About 6.5million Victorians were ordered into lockdown at 11.59pm last Thursday after a rapidly-spreading Indian mutant strain outbreak in the northern suburbs of Melbourne.
The outbreak started after a man from Wollert in Melbourne’s north arrived in Australia Covid-free before unknowingly catching the double mutant Indian strain in Adelaide quarantine.
He tested negative for the virus three times during his stay in South Australian hotel quarantine and returned to Melbourne on May 4, only to return a positive result on May 11.
Victoria’s Department of Health said ‘four or five’ cases emerged from ‘brushing past’ strangers who unwittingly transmitted the virus.
Covid testing commander Jeroen Weimar said there were four to five instances in the state’s latest 60-case outbreak of people contracting the virus from ‘fleeting contact’.
‘They do not know each other’s names and that is very different from what we have seen before,’ Mr Weimar told reporters on Tuesday.
Alarm bells are ringing after a newly identified Covid case travelled between Victoria and NSW and evidence of ‘stranger-to-stranger’ transmission mounted.
Health authorities remain on edge after it was revealed that complete strangers had been infected by walking past Covid-positive cases.
The concerning spread of the Indian variant has also prompted authorities to encourage visitors to 14 shopping hubs across Melbourne over the past two weeks to come forward for testing.
‘We are now keen to start to drain the swamp to see what else is out there,’ Mr Weimar said.
‘Is there anybody else out there we haven’t caught?

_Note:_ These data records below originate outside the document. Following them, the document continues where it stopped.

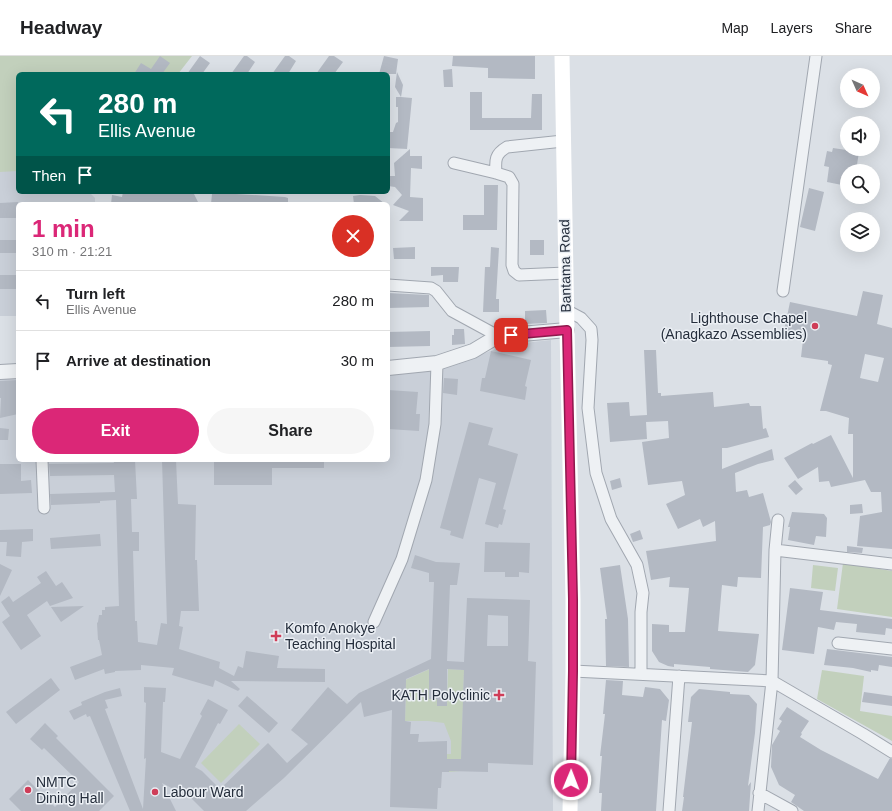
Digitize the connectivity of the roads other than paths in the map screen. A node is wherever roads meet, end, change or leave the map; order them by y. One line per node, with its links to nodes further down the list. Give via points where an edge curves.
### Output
1 (562, 56): 3 (main road, Bantama Road)
2 (816, 56): 8 (street)
3 (563, 141): 5 (street, via 507,147 500,151 495,160); 6 (main road, Bantama Road)
4 (454, 163): 5 (street)
5 (496, 173): 6 (street, via 509,178 513,184 514,271 519,275)
6 (566, 273): 9 (main road, Bantama Road)
7 (390, 286): 11 (street, via 430,288 436,291 452,311)
8 (783, 291)
9 (566, 310): 10 (main road, Bantama Road); 25 (street, via 581,318 590,329 592,340 588,408 596,473 611,519 637,565 643,593)
10 (567, 330): 11 (street); 24 (main road, Bantama Road)
11 (498, 336): 12 (street, via 474,351)
12 (437, 363): 13 (street); 21 (street, via 435,424 426,480 402,558)
13 (390, 368)
14 (0, 372): 15 (street)
15 (16, 372)
16 (42, 462): 17 (street)
17 (44, 508)
18 (778, 520): 19 (street)
19 (775, 550): 20 (street); 27 (street)
20 (892, 564)
21 (374, 622)
22 (838, 642): 23 (street)
23 (892, 649)
24 (573, 671): 25 (street); 30 (main road, Bantama Road)
25 (641, 674): 26 (street)
26 (679, 676): 27 (street); 31 (street)
27 (772, 682): 28 (street); 29 (street)
28 (892, 752)
29 (759, 793): 32 (street); 33 (street)
30 (570, 811)
31 (669, 811)
32 (758, 811)
33 (792, 811)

Is there anybody else not caught by exposure sites?’
There are now 4800 primary close contacts, with 75 per cent of those returning a negative test.

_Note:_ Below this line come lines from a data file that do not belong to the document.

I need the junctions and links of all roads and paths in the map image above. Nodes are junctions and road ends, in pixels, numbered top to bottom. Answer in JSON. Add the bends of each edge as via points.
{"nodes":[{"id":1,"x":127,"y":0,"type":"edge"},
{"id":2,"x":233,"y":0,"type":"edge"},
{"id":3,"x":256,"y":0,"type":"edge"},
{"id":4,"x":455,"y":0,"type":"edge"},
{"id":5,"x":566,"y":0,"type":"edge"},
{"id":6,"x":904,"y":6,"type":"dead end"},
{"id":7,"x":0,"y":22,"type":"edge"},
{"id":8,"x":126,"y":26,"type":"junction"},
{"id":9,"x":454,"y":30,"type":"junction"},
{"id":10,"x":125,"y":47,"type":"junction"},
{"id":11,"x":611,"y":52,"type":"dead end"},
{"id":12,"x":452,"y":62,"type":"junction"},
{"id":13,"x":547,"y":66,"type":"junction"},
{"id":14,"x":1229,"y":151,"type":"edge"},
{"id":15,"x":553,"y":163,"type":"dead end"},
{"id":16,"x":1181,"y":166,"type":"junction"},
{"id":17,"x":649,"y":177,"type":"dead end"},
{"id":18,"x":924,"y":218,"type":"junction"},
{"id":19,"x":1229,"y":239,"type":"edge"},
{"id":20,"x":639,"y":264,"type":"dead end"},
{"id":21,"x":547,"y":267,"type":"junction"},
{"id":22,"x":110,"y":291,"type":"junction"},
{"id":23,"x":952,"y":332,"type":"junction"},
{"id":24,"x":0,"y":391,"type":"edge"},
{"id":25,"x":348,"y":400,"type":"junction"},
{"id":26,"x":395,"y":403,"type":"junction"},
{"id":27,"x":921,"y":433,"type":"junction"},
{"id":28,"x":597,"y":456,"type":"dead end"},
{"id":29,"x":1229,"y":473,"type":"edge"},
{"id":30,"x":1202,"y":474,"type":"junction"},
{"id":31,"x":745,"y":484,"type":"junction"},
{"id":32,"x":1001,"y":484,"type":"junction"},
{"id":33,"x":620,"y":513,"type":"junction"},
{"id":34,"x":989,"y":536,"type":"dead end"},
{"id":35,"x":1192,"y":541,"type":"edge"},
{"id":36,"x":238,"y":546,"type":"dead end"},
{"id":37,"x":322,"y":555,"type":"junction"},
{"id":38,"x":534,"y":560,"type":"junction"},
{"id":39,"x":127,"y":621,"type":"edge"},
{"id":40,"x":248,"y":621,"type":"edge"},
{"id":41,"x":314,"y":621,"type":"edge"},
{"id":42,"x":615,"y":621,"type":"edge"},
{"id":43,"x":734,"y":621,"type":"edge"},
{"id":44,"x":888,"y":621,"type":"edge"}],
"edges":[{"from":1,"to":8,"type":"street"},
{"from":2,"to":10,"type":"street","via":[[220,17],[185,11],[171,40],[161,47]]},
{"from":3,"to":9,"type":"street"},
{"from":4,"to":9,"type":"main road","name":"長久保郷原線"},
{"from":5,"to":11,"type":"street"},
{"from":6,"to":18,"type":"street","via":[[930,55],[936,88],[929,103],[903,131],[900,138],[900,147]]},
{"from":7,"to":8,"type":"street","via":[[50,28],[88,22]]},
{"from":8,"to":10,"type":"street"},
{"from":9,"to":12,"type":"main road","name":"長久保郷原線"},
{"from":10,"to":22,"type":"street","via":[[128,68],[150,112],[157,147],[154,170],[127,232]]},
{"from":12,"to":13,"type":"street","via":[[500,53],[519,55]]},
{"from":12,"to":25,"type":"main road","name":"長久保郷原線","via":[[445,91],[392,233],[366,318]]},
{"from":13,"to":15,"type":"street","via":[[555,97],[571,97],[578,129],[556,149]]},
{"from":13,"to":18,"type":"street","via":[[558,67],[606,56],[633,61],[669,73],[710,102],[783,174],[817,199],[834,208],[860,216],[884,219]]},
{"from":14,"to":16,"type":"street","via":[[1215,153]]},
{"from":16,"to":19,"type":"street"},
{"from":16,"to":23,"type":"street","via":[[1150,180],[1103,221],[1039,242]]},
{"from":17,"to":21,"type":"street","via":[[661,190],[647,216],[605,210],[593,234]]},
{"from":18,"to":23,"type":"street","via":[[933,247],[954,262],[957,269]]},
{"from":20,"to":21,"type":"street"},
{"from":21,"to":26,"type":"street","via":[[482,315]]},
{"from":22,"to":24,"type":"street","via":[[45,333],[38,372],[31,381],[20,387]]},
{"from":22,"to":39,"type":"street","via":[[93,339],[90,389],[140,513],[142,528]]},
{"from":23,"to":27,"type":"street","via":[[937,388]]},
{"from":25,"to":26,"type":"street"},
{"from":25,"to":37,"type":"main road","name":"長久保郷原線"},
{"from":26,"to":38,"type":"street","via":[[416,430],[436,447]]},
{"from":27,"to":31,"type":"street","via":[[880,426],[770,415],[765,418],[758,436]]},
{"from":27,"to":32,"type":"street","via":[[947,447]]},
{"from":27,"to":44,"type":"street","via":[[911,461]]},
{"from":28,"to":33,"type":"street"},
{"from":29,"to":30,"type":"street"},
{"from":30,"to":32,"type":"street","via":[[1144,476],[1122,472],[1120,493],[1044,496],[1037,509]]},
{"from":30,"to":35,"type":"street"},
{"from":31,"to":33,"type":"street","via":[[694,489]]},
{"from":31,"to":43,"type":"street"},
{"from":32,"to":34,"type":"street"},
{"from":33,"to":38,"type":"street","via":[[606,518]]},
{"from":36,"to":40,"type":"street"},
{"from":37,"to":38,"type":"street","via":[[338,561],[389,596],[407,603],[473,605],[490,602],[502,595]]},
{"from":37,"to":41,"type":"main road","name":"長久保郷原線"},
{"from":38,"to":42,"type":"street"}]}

The outbreak, which originated in hotel quarantine in South Australia last month, is ‘playing out a bit differently to earlier recent outbreaks’ in Victoria, which resulted in few cases and three-day circuit breaker lockdowns.
State government and health officials reportedly discussed options into the night as they consider extending the seven-day lockdown, which is due to end on Thursday
The spread of the Indian variant has prompted authorities to encourage visitors to 14 shopping hubs across Melbourne over the past two weeks to come forward for testing
Victoria recorded six new locally acquired cases on Wednesday from 51,033 tests. Pictured: Victorians waiting for a Covid test in Melbourne
It comes as Victorian aged care and disability workers will be able to jump the queue at 10 vaccination centres across the state from Wednesday as part of a five-day jab blitz.
Express lanes exclusively for aged care and disability staff will open from 9am to 4pm, with workers needing to show proof of employment.
It follows the three-case Arcare Maidstone outbreak, now genomically linked to a South Australian hotel quarantine leak, exposing gaps in private aged care vaccinations among workers and residents.
In Senate estimates on Tuesday, it emerged that less than 10 per cent of nursing home staff across Australia have been vaccinated through federal government visits.